OPINION

Interventionist state is keeping us poor

We know that in so-called liberal countries the rich get richer – and this has now been confirmed by a recent Eurostat survey. The «heartless Thatcherites» of Great Britain and Ireland boast average per capita monthly incomes of 3,018 euros and 2,559 euros respectively, while citizens of the poor, interventionist Greek state earn just 1,260 euros. Generally, the average wage is a reliable indicator of a population’s prosperity even though its significance tends to be overlooked in Greece. But the real problem highlighted by Eurostat’s survey is that Greece’s poor citizens are significantly poorer than the poor of so-called liberal states. Indeed, the minimum wage is 605 euros in Greece, 1,073 in Ireland and 1,106 in Britian. Unemployment affects nearly 10 percent of the Greek population, as compared to 4 percent in Britain and Ireland. Meanwhile, the proportion of people living under the poverty line are roughly the same – 21 percent in Greece and in Ireland, and 18 percent in Britain. But there is an important distinction to be made. The poverty line is estimated at 50 percent of the average income. This means that 21 percent of Greeks live on less than 632 euros, while 18 percent of Britons live on less than 1,509 euros. The underground economy in Greece (thanks to which average wages are higher than official statistics) should not cloud our analysis.
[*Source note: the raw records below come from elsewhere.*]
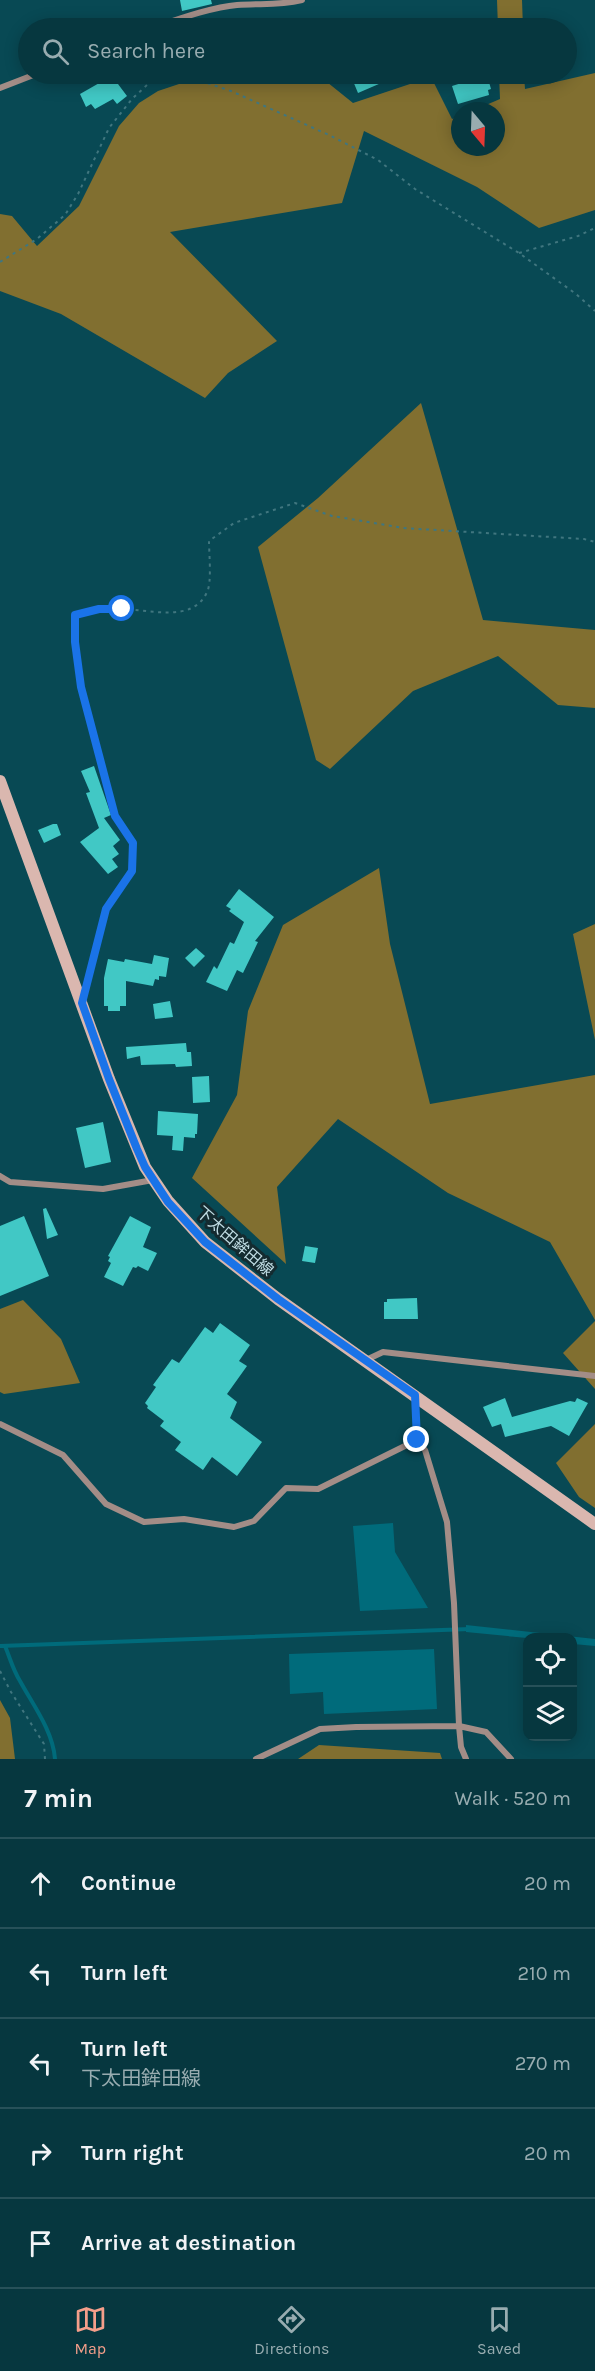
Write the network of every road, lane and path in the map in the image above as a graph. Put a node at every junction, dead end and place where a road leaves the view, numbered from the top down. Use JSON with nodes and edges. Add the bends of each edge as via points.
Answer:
{"nodes":[{"id":1,"x":302,"y":0,"type":"edge"},
{"id":2,"x":184,"y":18,"type":"edge"},
{"id":3,"x":18,"y":81,"type":"edge"},
{"id":4,"x":149,"y":84,"type":"edge"},
{"id":5,"x":210,"y":84,"type":"edge"},
{"id":6,"x":0,"y":88,"type":"edge"},
{"id":7,"x":595,"y":228,"type":"edge"},
{"id":8,"x":519,"y":253,"type":"junction"},
{"id":9,"x":0,"y":262,"type":"edge"},
{"id":10,"x":595,"y":311,"type":"edge"},
{"id":11,"x":595,"y":542,"type":"edge"},
{"id":12,"x":0,"y":781,"type":"edge"},
{"id":13,"x":82,"y":1003,"type":"junction"},
{"id":14,"x":0,"y":1176,"type":"edge"},
{"id":15,"x":153,"y":1180,"type":"junction"},
{"id":16,"x":366,"y":1360,"type":"junction"},
{"id":17,"x":595,"y":1376,"type":"edge"},
{"id":18,"x":415,"y":1395,"type":"junction"},
{"id":19,"x":0,"y":1425,"type":"edge"},
{"id":20,"x":417,"y":1440,"type":"junction"},
{"id":21,"x":595,"y":1524,"type":"edge"},
{"id":22,"x":0,"y":1671,"type":"edge"},
{"id":23,"x":459,"y":1726,"type":"junction"},
{"id":24,"x":45,"y":1759,"type":"edge"},
{"id":25,"x":256,"y":1759,"type":"edge"},
{"id":26,"x":466,"y":1759,"type":"edge"},
{"id":27,"x":511,"y":1759,"type":"edge"}],
"edges":[{"from":1,"to":2,"type":"street","via":[[280,5],[235,5]]},
{"from":3,"to":6,"type":"street"},
{"from":4,"to":9,"type":"path","via":[[108,128],[65,215]]},
{"from":5,"to":8,"type":"path","via":[[368,155]]},
{"from":7,"to":8,"type":"path"},
{"from":8,"to":10,"type":"path"},
{"from":11,"to":13,"type":"path","via":[[403,528],[332,516],[295,503],[234,523],[209,541],[208,591],[195,608],[175,612],[99,609],[75,615],[81,687],[115,816],[133,843],[132,871],[106,909]]},
{"from":12,"to":13,"type":"main road","name":"下太田鉾田線"},
{"from":13,"to":15,"type":"main road","name":"下太田鉾田線","via":[[137,1149]]},
{"from":14,"to":15,"type":"street","via":[[10,1182],[103,1189]]},
{"from":15,"to":16,"type":"main road","name":"下太田鉾田線","via":[[205,1242]]},
{"from":16,"to":17,"type":"street","via":[[383,1352]]},
{"from":16,"to":18,"type":"main road","name":"下太田鉾田線"},
{"from":18,"to":20,"type":"street"},
{"from":18,"to":21,"type":"main road","name":"下太田鉾田線"},
{"from":19,"to":20,"type":"street","via":[[63,1455],[106,1504],[144,1522],[184,1519],[234,1527],[254,1521],[286,1488],[318,1489]]},
{"from":20,"to":23,"type":"street","via":[[425,1450],[447,1522]]},
{"from":22,"to":24,"type":"path","via":[[44,1744]]},
{"from":23,"to":25,"type":"street","via":[[320,1729]]},
{"from":23,"to":26,"type":"street"},
{"from":23,"to":27,"type":"street","via":[[486,1732]]}]}
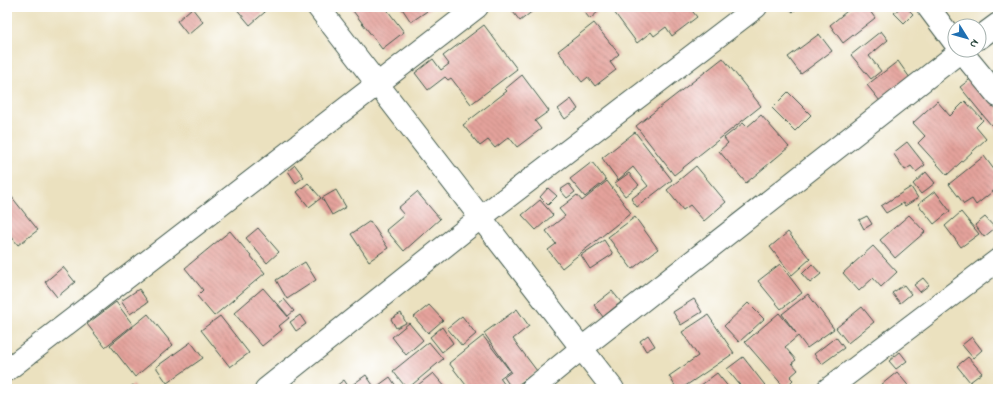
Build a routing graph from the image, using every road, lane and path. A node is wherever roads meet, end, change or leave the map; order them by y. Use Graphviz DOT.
graph roads {
  1 [pos="318,7"];
  2 [pos="477,7"];
  3 [pos="756,7"];
  4 [pos="928,7"];
  5 [pos="998,24"];
  6 [pos="987,32"];
  7 [pos="947,33"];
  8 [pos="948,58"];
  9 [pos="966,58"];
  10 [pos="378,84"];
  11 [pos="998,96"];
  12 [pos="480,218"];
  13 [pos="998,260"];
  14 [pos="582,348"];
  15 [pos="7,370"];
  16 [pos="266,389"];
  17 [pos="532,389"];
  18 [pos="613,389"];
  19 [pos="828,389"];
  1 -- 10 [label="street"];
  2 -- 10 [label="street"];
  3 -- 12 [label="street"];
  4 -- 7 [label="street"];
  5 -- 6 [label="street"];
  8 -- 14 [label="street"];
  9 -- 11 [label="street"];
  10 -- 12 [label="street"];
  10 -- 15 [label="street"];
  12 -- 14 [label="street"];
  12 -- 16 [label="street"];
  13 -- 19 [label="street"];
  14 -- 17 [label="street"];
  14 -- 18 [label="street"];
}
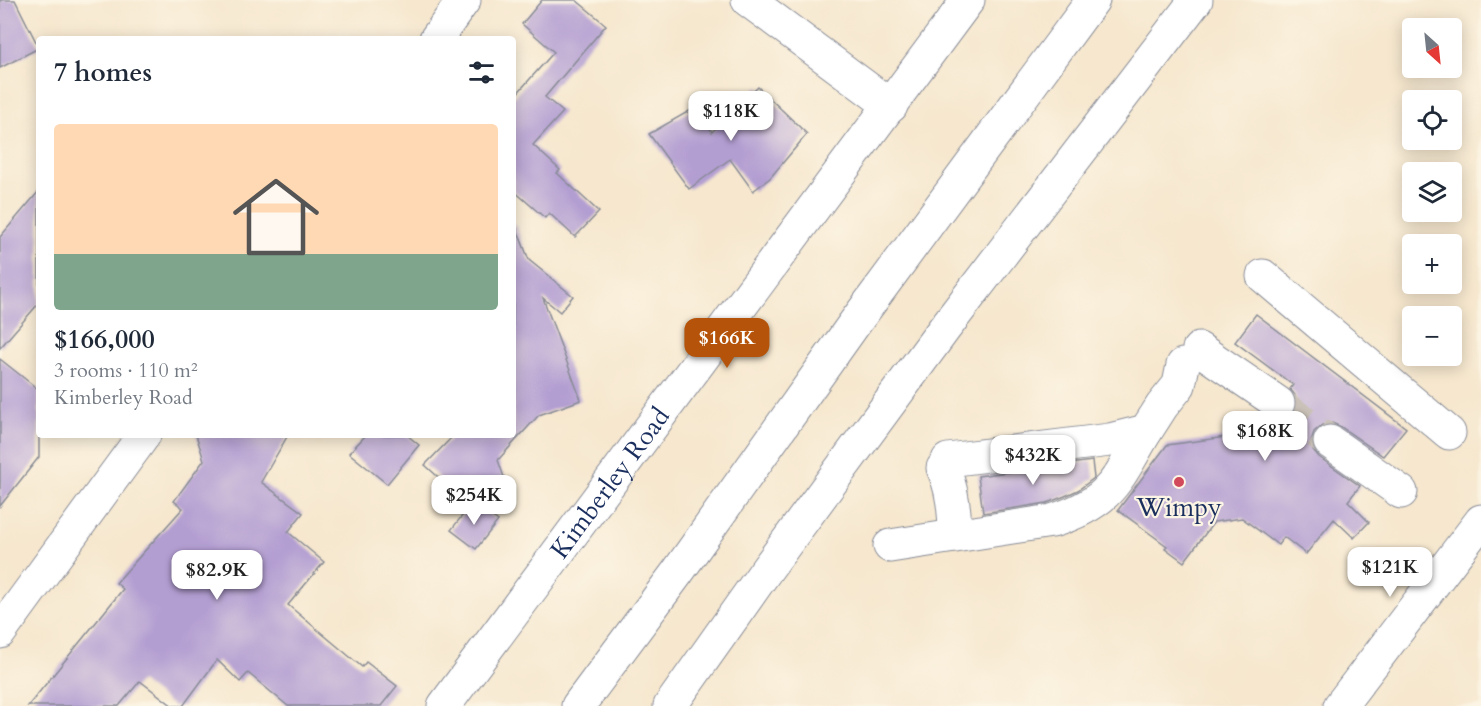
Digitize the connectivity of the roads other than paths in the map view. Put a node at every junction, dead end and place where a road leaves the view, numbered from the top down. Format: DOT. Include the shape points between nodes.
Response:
graph roads {
  1 [pos="464,0"];
  2 [pos="748,0"];
  3 [pos="968,0"];
  4 [pos="1093,0"];
  5 [pos="1196,0"];
  6 [pos="438,36"];
  7 [pos="891,106"];
  8 [pos="1263,276"];
  9 [pos="1278,404"];
  10 [pos="1146,431"];
  11 [pos="1449,433"];
  12 [pos="142,438"];
  13 [pos="1330,442"];
  14 [pos="1401,492"];
  15 [pos="1481,521"];
  16 [pos="955,536"];
  17 [pos="890,546"];
  18 [pos="0,632"];
  19 [pos="444,706"];
  20 [pos="578,706"];
  21 [pos="670,706"];
  22 [pos="1340,706"];
  1 -- 6 [label="main road"];
  2 -- 7 [label="main road"];
  3 -- 7 [label="main road, Kimberley Road"];
  4 -- 20 [label="main road"];
  5 -- 21 [label="main road" via="945,329"];
  7 -- 19 [label="main road, Kimberley Road"];
  8 -- 11 [label="main road"];
  9 -- 10 [label="main road" via="1191,357 1179,385"];
  10 -- 16 [label="main road" via="1114,484 1092,504 1052,521"];
  10 -- 16 [label="main road" via="1110,440 945,464"];
  12 -- 18 [label="main road"];
  13 -- 14 [label="main road"];
  15 -- 22 [label="main road"];
  16 -- 17 [label="main road"];
}
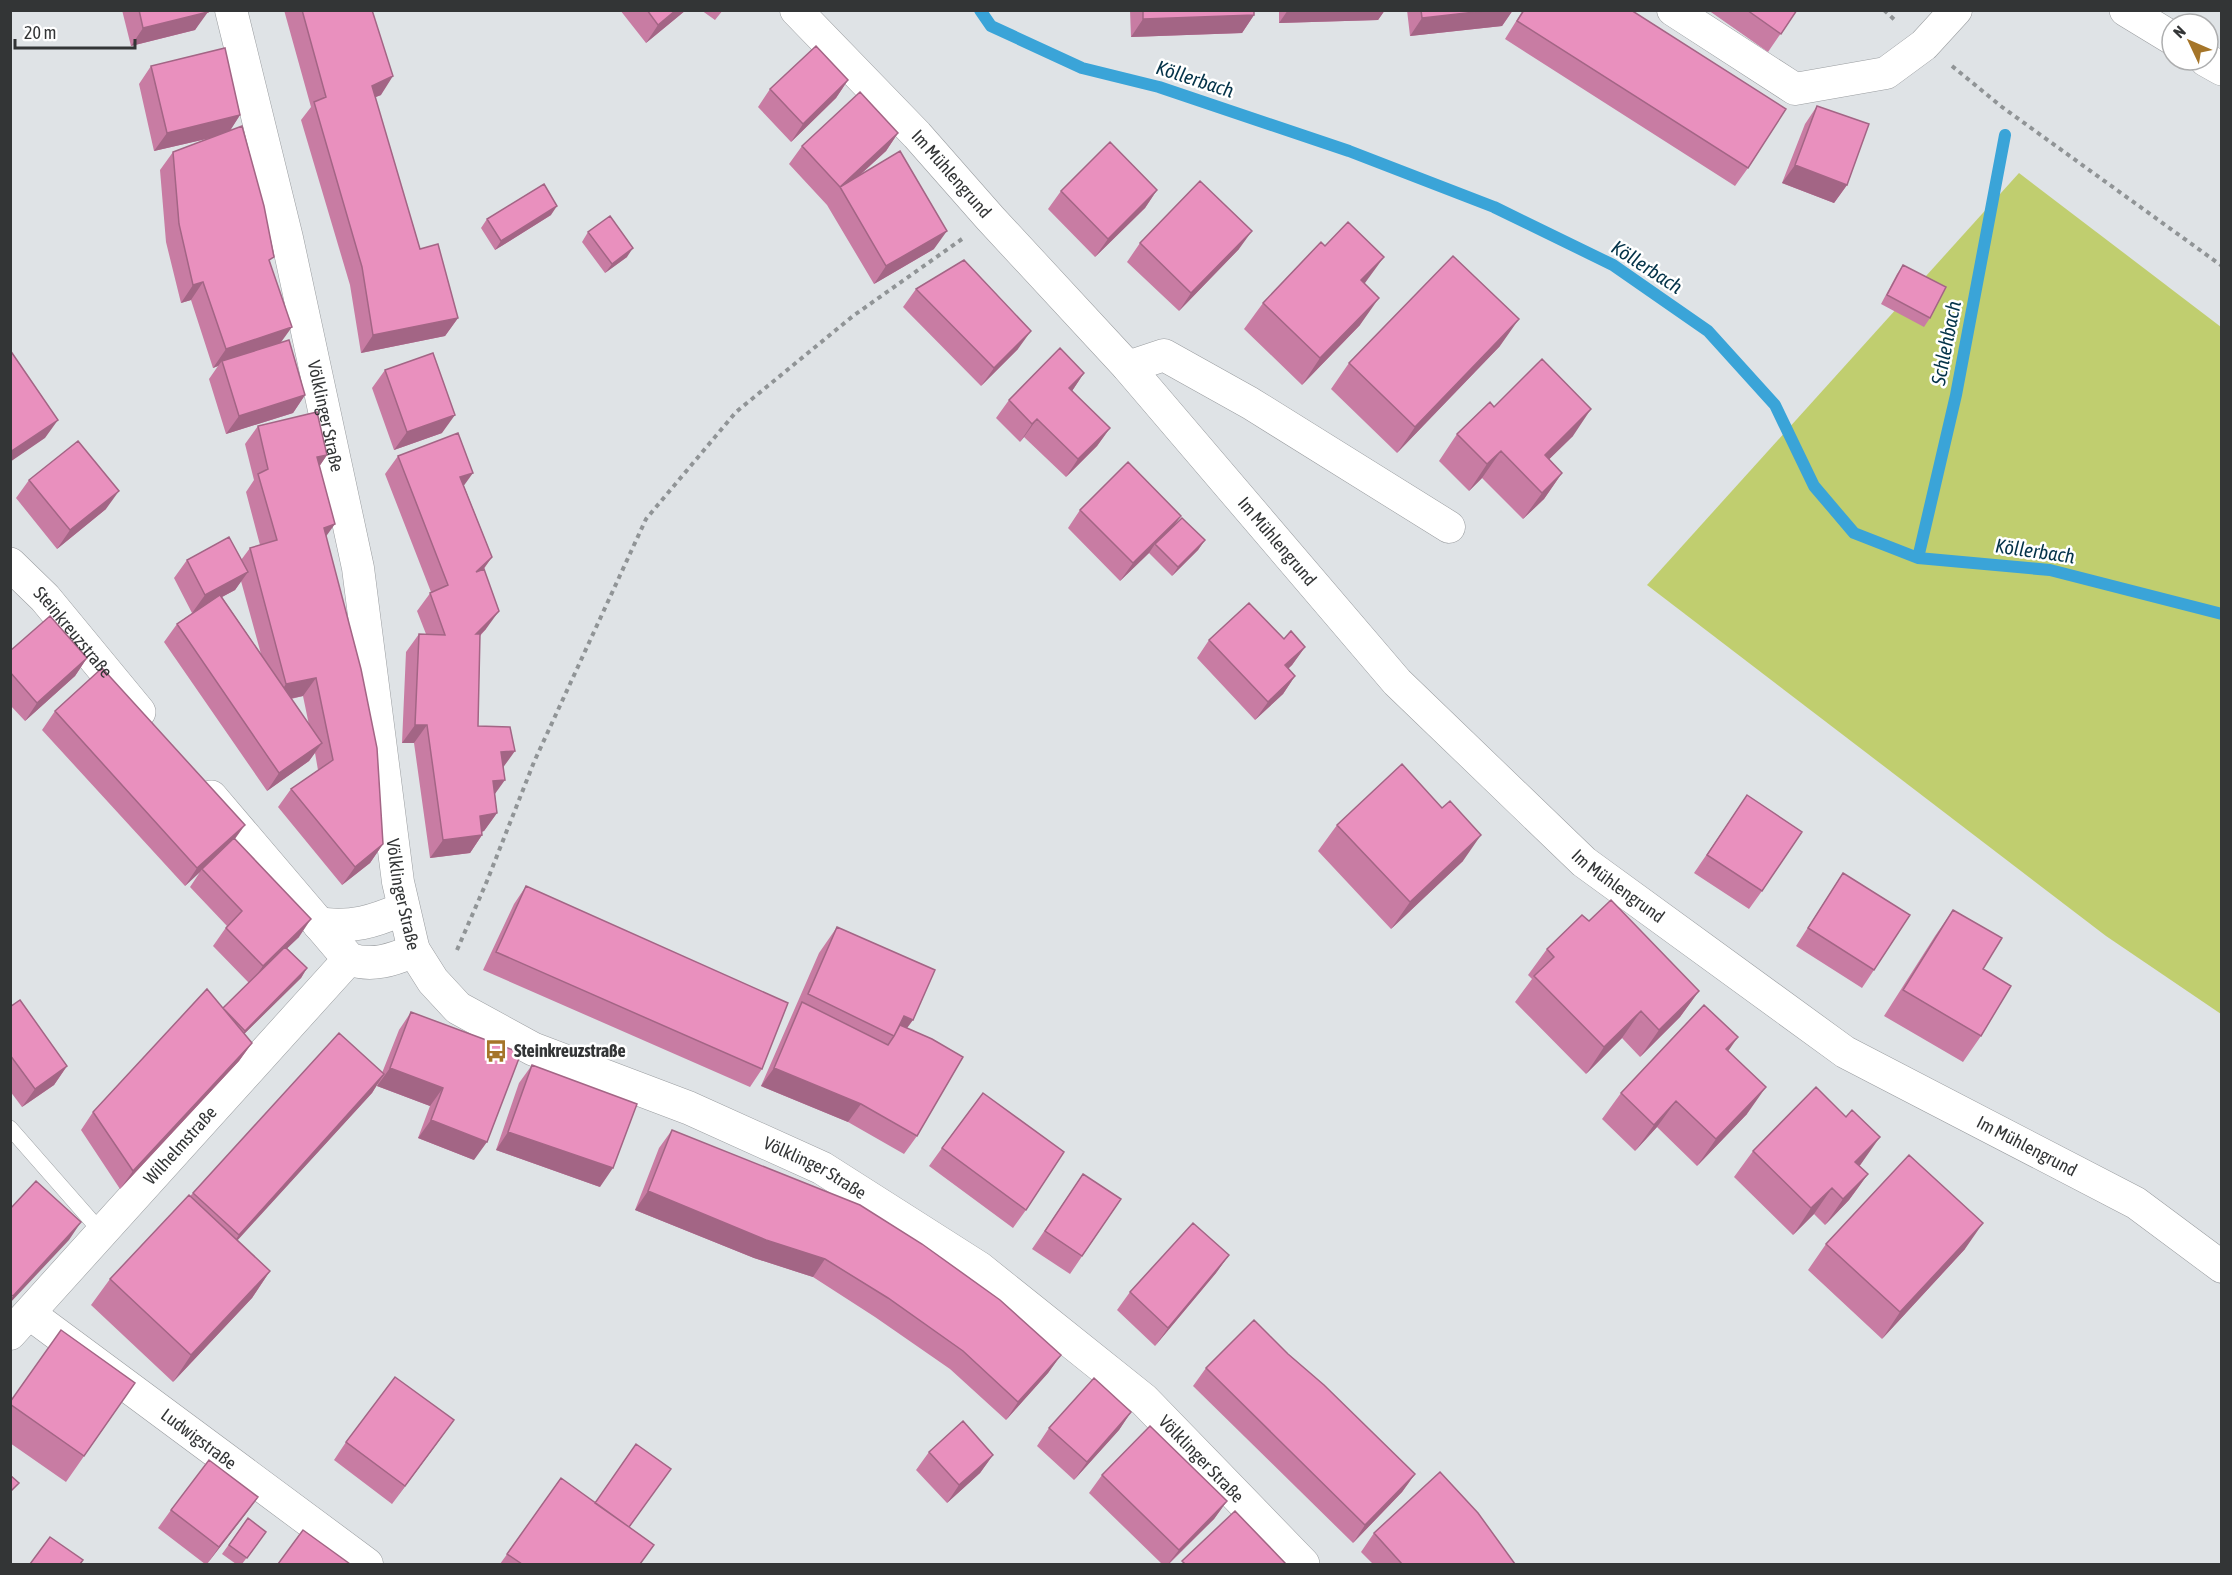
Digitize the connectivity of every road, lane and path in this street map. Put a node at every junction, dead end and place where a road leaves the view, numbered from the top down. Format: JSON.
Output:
{"nodes":[{"id":1,"x":231,"y":10,"type":"edge"},
{"id":2,"x":796,"y":10,"type":"edge"},
{"id":3,"x":1673,"y":10,"type":"edge"},
{"id":4,"x":1884,"y":10,"type":"edge"},
{"id":5,"x":1956,"y":10,"type":"edge"},
{"id":6,"x":2126,"y":10,"type":"edge"},
{"id":7,"x":2160,"y":31,"type":"edge"},
{"id":8,"x":1924,"y":45,"type":"junction"},
{"id":9,"x":990,"y":218,"type":"junction"},
{"id":10,"x":2222,"y":266,"type":"edge"},
{"id":11,"x":1128,"y":367,"type":"junction"},
{"id":12,"x":1449,"y":528,"type":"dead end"},
{"id":13,"x":10,"y":564,"type":"edge"},
{"id":14,"x":158,"y":735,"type":"edge"},
{"id":15,"x":189,"y":771,"type":"edge"},
{"id":16,"x":403,"y":909,"type":"junction"},
{"id":17,"x":319,"y":924,"type":"junction"},
{"id":18,"x":414,"y":951,"type":"junction"},
{"id":19,"x":349,"y":959,"type":"junction"},
{"id":20,"x":432,"y":981,"type":"junction"},
{"id":21,"x":10,"y":1128,"type":"edge"},
{"id":22,"x":103,"y":1234,"type":"junction"},
{"id":23,"x":2222,"y":1267,"type":"edge"},
{"id":24,"x":20,"y":1324,"type":"edge"},
{"id":25,"x":368,"y":1564,"type":"edge"},
{"id":26,"x":1303,"y":1564,"type":"edge"}],
"edges":[{"from":1,"to":16,"type":"street","name":"Völklinger Straße"},
{"from":2,"to":9,"type":"street","name":"Im Mühlengrund"},
{"from":3,"to":8,"type":"street"},
{"from":4,"to":8,"type":"path"},
{"from":5,"to":8,"type":"street"},
{"from":6,"to":7,"type":"street"},
{"from":8,"to":10,"type":"path"},
{"from":9,"to":11,"type":"street","name":"Im Mühlengrund"},
{"from":9,"to":20,"type":"path"},
{"from":11,"to":12,"type":"street"},
{"from":11,"to":23,"type":"street","name":"Im Mühlengrund"},
{"from":13,"to":14,"type":"street","name":"Steinkreuzstraße"},
{"from":15,"to":17,"type":"street"},
{"from":16,"to":17,"type":"street"},
{"from":16,"to":18,"type":"street","name":"Völklinger Straße"},
{"from":17,"to":19,"type":"street"},
{"from":18,"to":19,"type":"street"},
{"from":18,"to":20,"type":"street","name":"Völklinger Straße"},
{"from":19,"to":22,"type":"street","name":"Wilhelmstraße"},
{"from":20,"to":26,"type":"street","name":"Völklinger Straße"},
{"from":21,"to":22,"type":"lane"},
{"from":22,"to":24,"type":"street","name":"Wilhelmstraße"},
{"from":24,"to":25,"type":"street","name":"Ludwigstraße"}]}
It is irrelevant whether someone doubles their income by working a second job (teacher by day, tutor by night or policeman by day, taxi driver by night). The point is that in «liberal» countries, there is less unemployment, new job market entrants get better salaries and the poor are richer than in Greece. The problem in Greece is that when reality clashes with established dogma, reality is invariably doomed. Indeed, dogmas generally dictate reality as they create social resistance to any attempt to reform the productive structure of the economy. We should remember this every time we pay meager wages and buy expensive goods in this country. And each time we condemn Britain’s «heartless» liberalism we are simply perpetuating our own interventionist, but poor, state.